Stored data:
↓
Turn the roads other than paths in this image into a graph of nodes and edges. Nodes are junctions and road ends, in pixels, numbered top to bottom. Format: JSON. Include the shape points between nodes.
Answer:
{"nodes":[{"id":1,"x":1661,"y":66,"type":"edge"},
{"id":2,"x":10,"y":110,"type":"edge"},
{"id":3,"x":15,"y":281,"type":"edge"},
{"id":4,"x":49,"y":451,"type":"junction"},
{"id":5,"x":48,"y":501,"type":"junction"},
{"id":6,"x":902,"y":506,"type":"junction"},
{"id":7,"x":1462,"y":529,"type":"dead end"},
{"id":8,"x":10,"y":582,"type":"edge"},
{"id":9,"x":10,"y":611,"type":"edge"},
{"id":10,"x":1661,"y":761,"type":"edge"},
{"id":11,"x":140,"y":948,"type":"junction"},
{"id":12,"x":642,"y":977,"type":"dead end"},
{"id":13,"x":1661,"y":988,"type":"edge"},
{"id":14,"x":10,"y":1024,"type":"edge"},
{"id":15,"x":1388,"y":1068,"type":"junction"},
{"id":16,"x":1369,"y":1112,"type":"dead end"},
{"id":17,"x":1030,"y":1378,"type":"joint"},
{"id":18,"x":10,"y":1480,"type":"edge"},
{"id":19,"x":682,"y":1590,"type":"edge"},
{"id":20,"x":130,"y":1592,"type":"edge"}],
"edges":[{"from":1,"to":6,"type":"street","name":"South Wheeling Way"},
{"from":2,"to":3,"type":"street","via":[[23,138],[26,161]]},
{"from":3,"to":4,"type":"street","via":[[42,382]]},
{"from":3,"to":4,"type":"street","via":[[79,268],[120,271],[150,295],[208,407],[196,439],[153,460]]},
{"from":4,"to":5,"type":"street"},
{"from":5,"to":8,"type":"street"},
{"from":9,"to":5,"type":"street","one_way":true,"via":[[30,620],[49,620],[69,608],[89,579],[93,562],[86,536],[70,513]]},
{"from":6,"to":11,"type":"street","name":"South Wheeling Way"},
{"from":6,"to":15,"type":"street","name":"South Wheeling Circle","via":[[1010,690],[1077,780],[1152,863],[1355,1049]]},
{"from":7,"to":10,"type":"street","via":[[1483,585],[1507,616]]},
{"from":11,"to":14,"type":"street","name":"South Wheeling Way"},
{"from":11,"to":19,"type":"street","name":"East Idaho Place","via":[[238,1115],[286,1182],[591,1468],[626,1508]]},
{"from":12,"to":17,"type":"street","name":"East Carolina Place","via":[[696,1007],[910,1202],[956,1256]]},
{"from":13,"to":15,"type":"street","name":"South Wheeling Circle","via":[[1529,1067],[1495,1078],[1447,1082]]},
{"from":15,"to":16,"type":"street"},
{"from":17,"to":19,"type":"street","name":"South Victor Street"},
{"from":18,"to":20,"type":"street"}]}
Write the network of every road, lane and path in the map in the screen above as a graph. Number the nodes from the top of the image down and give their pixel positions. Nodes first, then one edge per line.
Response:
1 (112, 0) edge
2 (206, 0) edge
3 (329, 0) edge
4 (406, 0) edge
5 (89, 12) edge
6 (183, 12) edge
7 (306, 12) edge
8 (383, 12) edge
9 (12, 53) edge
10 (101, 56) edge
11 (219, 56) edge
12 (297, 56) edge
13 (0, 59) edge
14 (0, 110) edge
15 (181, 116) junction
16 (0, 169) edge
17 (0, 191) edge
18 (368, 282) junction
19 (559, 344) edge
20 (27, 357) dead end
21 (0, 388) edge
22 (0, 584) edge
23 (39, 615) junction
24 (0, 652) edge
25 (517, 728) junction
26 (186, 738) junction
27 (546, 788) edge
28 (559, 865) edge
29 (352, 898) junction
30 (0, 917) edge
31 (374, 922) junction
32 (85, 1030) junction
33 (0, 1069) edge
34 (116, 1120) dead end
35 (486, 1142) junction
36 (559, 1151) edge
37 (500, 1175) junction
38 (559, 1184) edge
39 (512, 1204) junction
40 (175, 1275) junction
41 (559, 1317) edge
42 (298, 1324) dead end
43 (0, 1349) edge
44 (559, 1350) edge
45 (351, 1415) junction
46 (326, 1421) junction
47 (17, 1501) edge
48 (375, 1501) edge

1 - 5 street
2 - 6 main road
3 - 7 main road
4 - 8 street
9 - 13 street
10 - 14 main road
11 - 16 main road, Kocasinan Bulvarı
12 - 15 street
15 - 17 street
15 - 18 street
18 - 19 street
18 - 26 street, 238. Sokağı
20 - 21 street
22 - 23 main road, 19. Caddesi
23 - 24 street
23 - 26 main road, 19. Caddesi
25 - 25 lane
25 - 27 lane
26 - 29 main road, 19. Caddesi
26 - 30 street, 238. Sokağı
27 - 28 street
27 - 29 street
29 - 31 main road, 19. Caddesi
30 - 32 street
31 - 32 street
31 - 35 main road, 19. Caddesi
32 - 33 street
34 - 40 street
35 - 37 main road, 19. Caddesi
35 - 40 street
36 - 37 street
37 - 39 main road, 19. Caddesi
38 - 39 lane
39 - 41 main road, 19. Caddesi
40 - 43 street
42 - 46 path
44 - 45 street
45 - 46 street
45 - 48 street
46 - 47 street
↑
## [WORK INSTRUCTIONS]
Nothing may be dropped or altered; repeat every record in full.

## [EXPECTED OUTPUT]
Turn the roads other than paths in this image into a graph of nodes and edges. Nodes are junctions and road ends, in pixels, numbered top to bottom. Format: JSON. Include the shape points between nodes.
Answer:
{"nodes":[{"id":1,"x":1661,"y":66,"type":"edge"},
{"id":2,"x":10,"y":110,"type":"edge"},
{"id":3,"x":15,"y":281,"type":"edge"},
{"id":4,"x":49,"y":451,"type":"junction"},
{"id":5,"x":48,"y":501,"type":"junction"},
{"id":6,"x":902,"y":506,"type":"junction"},
{"id":7,"x":1462,"y":529,"type":"dead end"},
{"id":8,"x":10,"y":582,"type":"edge"},
{"id":9,"x":10,"y":611,"type":"edge"},
{"id":10,"x":1661,"y":761,"type":"edge"},
{"id":11,"x":140,"y":948,"type":"junction"},
{"id":12,"x":642,"y":977,"type":"dead end"},
{"id":13,"x":1661,"y":988,"type":"edge"},
{"id":14,"x":10,"y":1024,"type":"edge"},
{"id":15,"x":1388,"y":1068,"type":"junction"},
{"id":16,"x":1369,"y":1112,"type":"dead end"},
{"id":17,"x":1030,"y":1378,"type":"joint"},
{"id":18,"x":10,"y":1480,"type":"edge"},
{"id":19,"x":682,"y":1590,"type":"edge"},
{"id":20,"x":130,"y":1592,"type":"edge"}],
"edges":[{"from":1,"to":6,"type":"street","name":"South Wheeling Way"},
{"from":2,"to":3,"type":"street","via":[[23,138],[26,161]]},
{"from":3,"to":4,"type":"street","via":[[42,382]]},
{"from":3,"to":4,"type":"street","via":[[79,268],[120,271],[150,295],[208,407],[196,439],[153,460]]},
{"from":4,"to":5,"type":"street"},
{"from":5,"to":8,"type":"street"},
{"from":9,"to":5,"type":"street","one_way":true,"via":[[30,620],[49,620],[69,608],[89,579],[93,562],[86,536],[70,513]]},
{"from":6,"to":11,"type":"street","name":"South Wheeling Way"},
{"from":6,"to":15,"type":"street","name":"South Wheeling Circle","via":[[1010,690],[1077,780],[1152,863],[1355,1049]]},
{"from":7,"to":10,"type":"street","via":[[1483,585],[1507,616]]},
{"from":11,"to":14,"type":"street","name":"South Wheeling Way"},
{"from":11,"to":19,"type":"street","name":"East Idaho Place","via":[[238,1115],[286,1182],[591,1468],[626,1508]]},
{"from":12,"to":17,"type":"street","name":"East Carolina Place","via":[[696,1007],[910,1202],[956,1256]]},
{"from":13,"to":15,"type":"street","name":"South Wheeling Circle","via":[[1529,1067],[1495,1078],[1447,1082]]},
{"from":15,"to":16,"type":"street"},
{"from":17,"to":19,"type":"street","name":"South Victor Street"},
{"from":18,"to":20,"type":"street"}]}
Write the network of every road, lane and path in the map in the screen above as a graph. Number the nodes from the top of the image down and give their pixel positions. Nodes first, then one edge per line.
Response:
1 (112, 0) edge
2 (206, 0) edge
3 (329, 0) edge
4 (406, 0) edge
5 (89, 12) edge
6 (183, 12) edge
7 (306, 12) edge
8 (383, 12) edge
9 (12, 53) edge
10 (101, 56) edge
11 (219, 56) edge
12 (297, 56) edge
13 (0, 59) edge
14 (0, 110) edge
15 (181, 116) junction
16 (0, 169) edge
17 (0, 191) edge
18 (368, 282) junction
19 (559, 344) edge
20 (27, 357) dead end
21 (0, 388) edge
22 (0, 584) edge
23 (39, 615) junction
24 (0, 652) edge
25 (517, 728) junction
26 (186, 738) junction
27 (546, 788) edge
28 (559, 865) edge
29 (352, 898) junction
30 (0, 917) edge
31 (374, 922) junction
32 (85, 1030) junction
33 (0, 1069) edge
34 (116, 1120) dead end
35 (486, 1142) junction
36 (559, 1151) edge
37 (500, 1175) junction
38 (559, 1184) edge
39 (512, 1204) junction
40 (175, 1275) junction
41 (559, 1317) edge
42 (298, 1324) dead end
43 (0, 1349) edge
44 (559, 1350) edge
45 (351, 1415) junction
46 (326, 1421) junction
47 (17, 1501) edge
48 (375, 1501) edge

1 - 5 street
2 - 6 main road
3 - 7 main road
4 - 8 street
9 - 13 street
10 - 14 main road
11 - 16 main road, Kocasinan Bulvarı
12 - 15 street
15 - 17 street
15 - 18 street
18 - 19 street
18 - 26 street, 238. Sokağı
20 - 21 street
22 - 23 main road, 19. Caddesi
23 - 24 street
23 - 26 main road, 19. Caddesi
25 - 25 lane
25 - 27 lane
26 - 29 main road, 19. Caddesi
26 - 30 street, 238. Sokağı
27 - 28 street
27 - 29 street
29 - 31 main road, 19. Caddesi
30 - 32 street
31 - 32 street
31 - 35 main road, 19. Caddesi
32 - 33 street
34 - 40 street
35 - 37 main road, 19. Caddesi
35 - 40 street
36 - 37 street
37 - 39 main road, 19. Caddesi
38 - 39 lane
39 - 41 main road, 19. Caddesi
40 - 43 street
42 - 46 path
44 - 45 street
45 - 46 street
45 - 48 street
46 - 47 street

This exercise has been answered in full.